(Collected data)
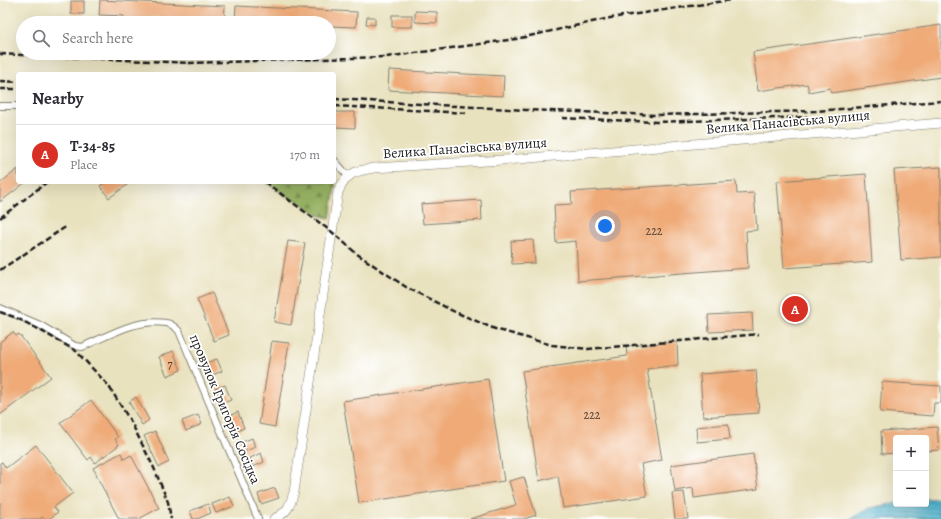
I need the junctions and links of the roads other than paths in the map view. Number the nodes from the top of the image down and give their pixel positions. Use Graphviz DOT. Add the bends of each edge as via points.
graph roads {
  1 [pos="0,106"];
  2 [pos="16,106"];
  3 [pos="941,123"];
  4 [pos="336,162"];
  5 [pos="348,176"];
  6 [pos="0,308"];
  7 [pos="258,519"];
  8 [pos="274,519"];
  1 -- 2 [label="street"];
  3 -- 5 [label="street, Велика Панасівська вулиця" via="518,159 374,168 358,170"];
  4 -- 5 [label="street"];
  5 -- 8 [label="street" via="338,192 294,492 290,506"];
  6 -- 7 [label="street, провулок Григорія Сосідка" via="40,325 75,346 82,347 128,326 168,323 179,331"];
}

TASK TO CARRY OUT: Copy out the lines above in full and unaltered, apart from the pictures.

RESULT FOR THIS TASK:
I need the junctions and links of the roads other than paths in the map view. Number the nodes from the top of the image down and give their pixel positions. Use Graphviz DOT. Add the bends of each edge as via points.
graph roads {
  1 [pos="0,106"];
  2 [pos="16,106"];
  3 [pos="941,123"];
  4 [pos="336,162"];
  5 [pos="348,176"];
  6 [pos="0,308"];
  7 [pos="258,519"];
  8 [pos="274,519"];
  1 -- 2 [label="street"];
  3 -- 5 [label="street, Велика Панасівська вулиця" via="518,159 374,168 358,170"];
  4 -- 5 [label="street"];
  5 -- 8 [label="street" via="338,192 294,492 290,506"];
  6 -- 7 [label="street, провулок Григорія Сосідка" via="40,325 75,346 82,347 128,326 168,323 179,331"];
}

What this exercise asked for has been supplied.